In doing so, the editorial pointedly tells the sanggunian that it has, in approving the BTC Christmas calendar of events and activities, circumvented the city’s Trade Fair Ordinance, “showing how our legislators could be so inconsistent in their decision-making.” We beg and assert to disagree, as the approval to plan, conceptualize, coordinate, execute the Christmas events, including the Christmas fair was a result of collective appreciation that something innovative and elegantly undertaken will represent the breath of fresh air Baguio needs to raise the standards by which anything done must be measured. There is no inconsistency in decision-making, much more a circumvention of policies that are in place for endeavors that no less than the city government implements either as hand’s on manager, or in entrusted delegation of authority.
What is going on at the Rose Garden is by no means a trade fair that is foremost a profit-making enterprise.
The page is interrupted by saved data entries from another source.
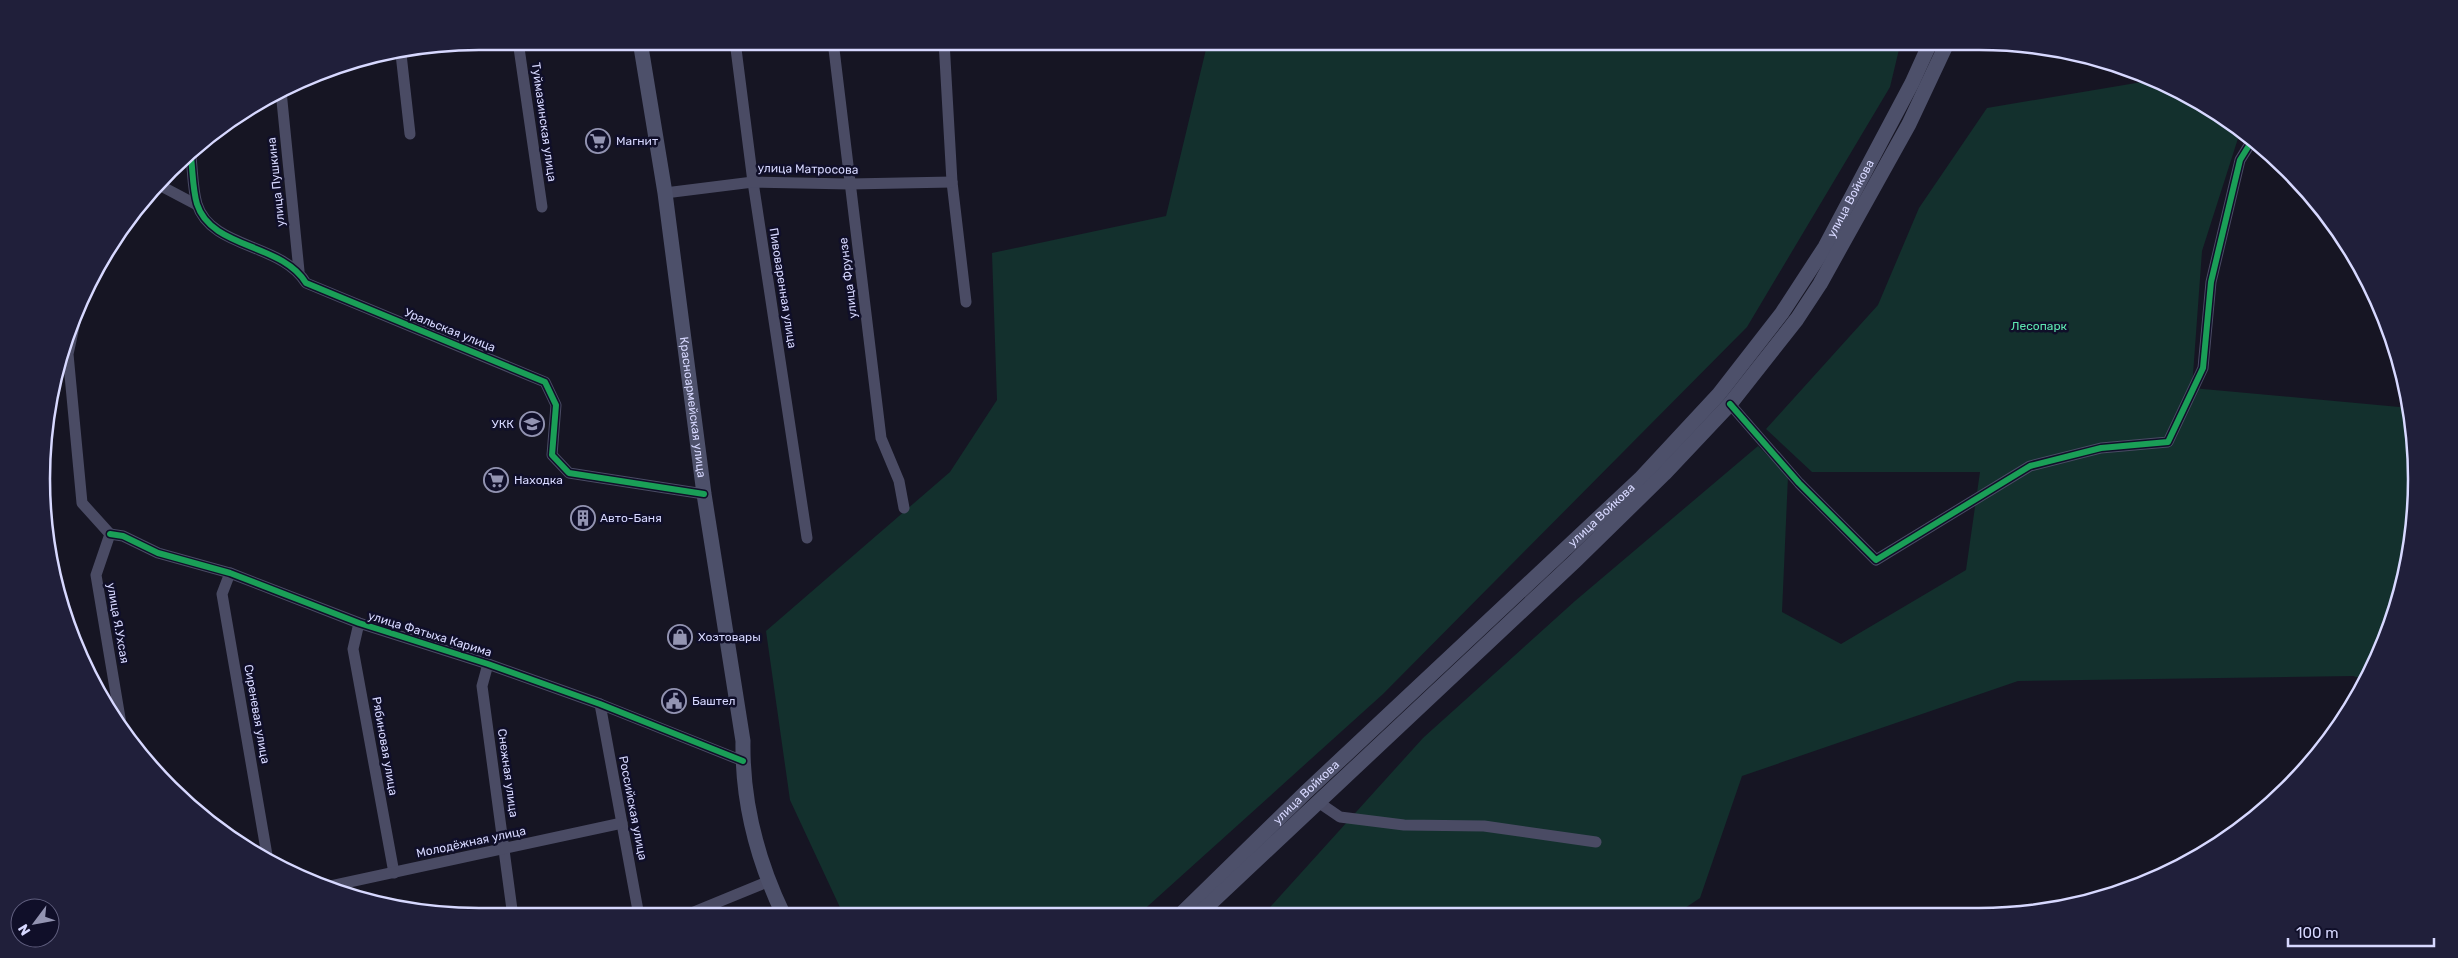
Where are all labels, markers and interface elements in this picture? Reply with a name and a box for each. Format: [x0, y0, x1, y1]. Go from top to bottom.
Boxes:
street label: Туймазинская улица [529, 62, 559, 182]
supermarket icon: Магнит [585, 128, 611, 154]
place label: Магнит [616, 134, 658, 148]
street label: улица Пушкина [264, 137, 288, 227]
street label: улица Войкова [1824, 157, 1877, 240]
street label: улица Матросова [758, 161, 858, 177]
street label: Пивоваренная улица [767, 227, 799, 349]
street label: улица Фрунзе [836, 236, 860, 319]
street label: Уральская улица [402, 305, 498, 355]
park label: Лесопарк [2011, 319, 2068, 333]
street label: Красноармейская улица [677, 336, 709, 479]
school or university icon: УКК [519, 411, 545, 437]
place label: УКК [492, 417, 514, 431]
supermarket icon: Находка [483, 467, 509, 493]
place label: Находка [514, 473, 563, 487]
street label: улица Войкова [1565, 481, 1638, 550]
building icon: Авто-Баня [570, 505, 596, 531]
place label: Авто-Баня [600, 511, 662, 525]
street label: улица Я.Ухсая [104, 582, 132, 664]
street label: улица Фатыха Карима [366, 609, 494, 659]
shop icon: Хозтовары [667, 624, 693, 650]
place label: Хозтовары [698, 630, 761, 644]
street label: Сиреневая улица [241, 663, 273, 765]
public building icon: Баштел [661, 688, 687, 714]
place label: Баштел [692, 694, 736, 708]
street label: Рябиновая улица [369, 696, 401, 796]
street label: Снежная улица [495, 728, 521, 818]
street label: Российская улица [616, 755, 650, 861]
street label: улица Войкова [1270, 757, 1342, 827]
street label: Молодёжная улица [415, 824, 527, 860]
north arrow [10, 898, 60, 948]
scale bar [2288, 916, 2434, 948]
text: N [15, 921, 34, 938]
text: 100 m [2296, 924, 2338, 942]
Those allowed with sacrosanct restrictions – the curated provisions of sponsorships (not rentals) are expressly prohibited from selling products and services not in keeping with the ambience wished for in the premises. Let this truth be told: what is going on is simply a selling activity that comes when exhibitions and fairs as known to be done in many parts of the country are staged; perhaps, only in Baguio has the term “trade fair” acquired so bad and vile a reputation simply because of the level and quality of the products being sold and the attendant on-the-side transactions that take place. If at all, and more importantly, selling is merely an incidental, rather than, a principal motivation.
We, at the sanggunian and I as its representative in the BTC, stand firm in our resolute effort to keep the Christmas fair done far above that level and quality of a project. The chalets that were built, the festive decors bedecking the place, the ambience of a Christmassy setting, the Yuletide environment that have been painstakingly put up – all these have been gladly borne on our joint partnership.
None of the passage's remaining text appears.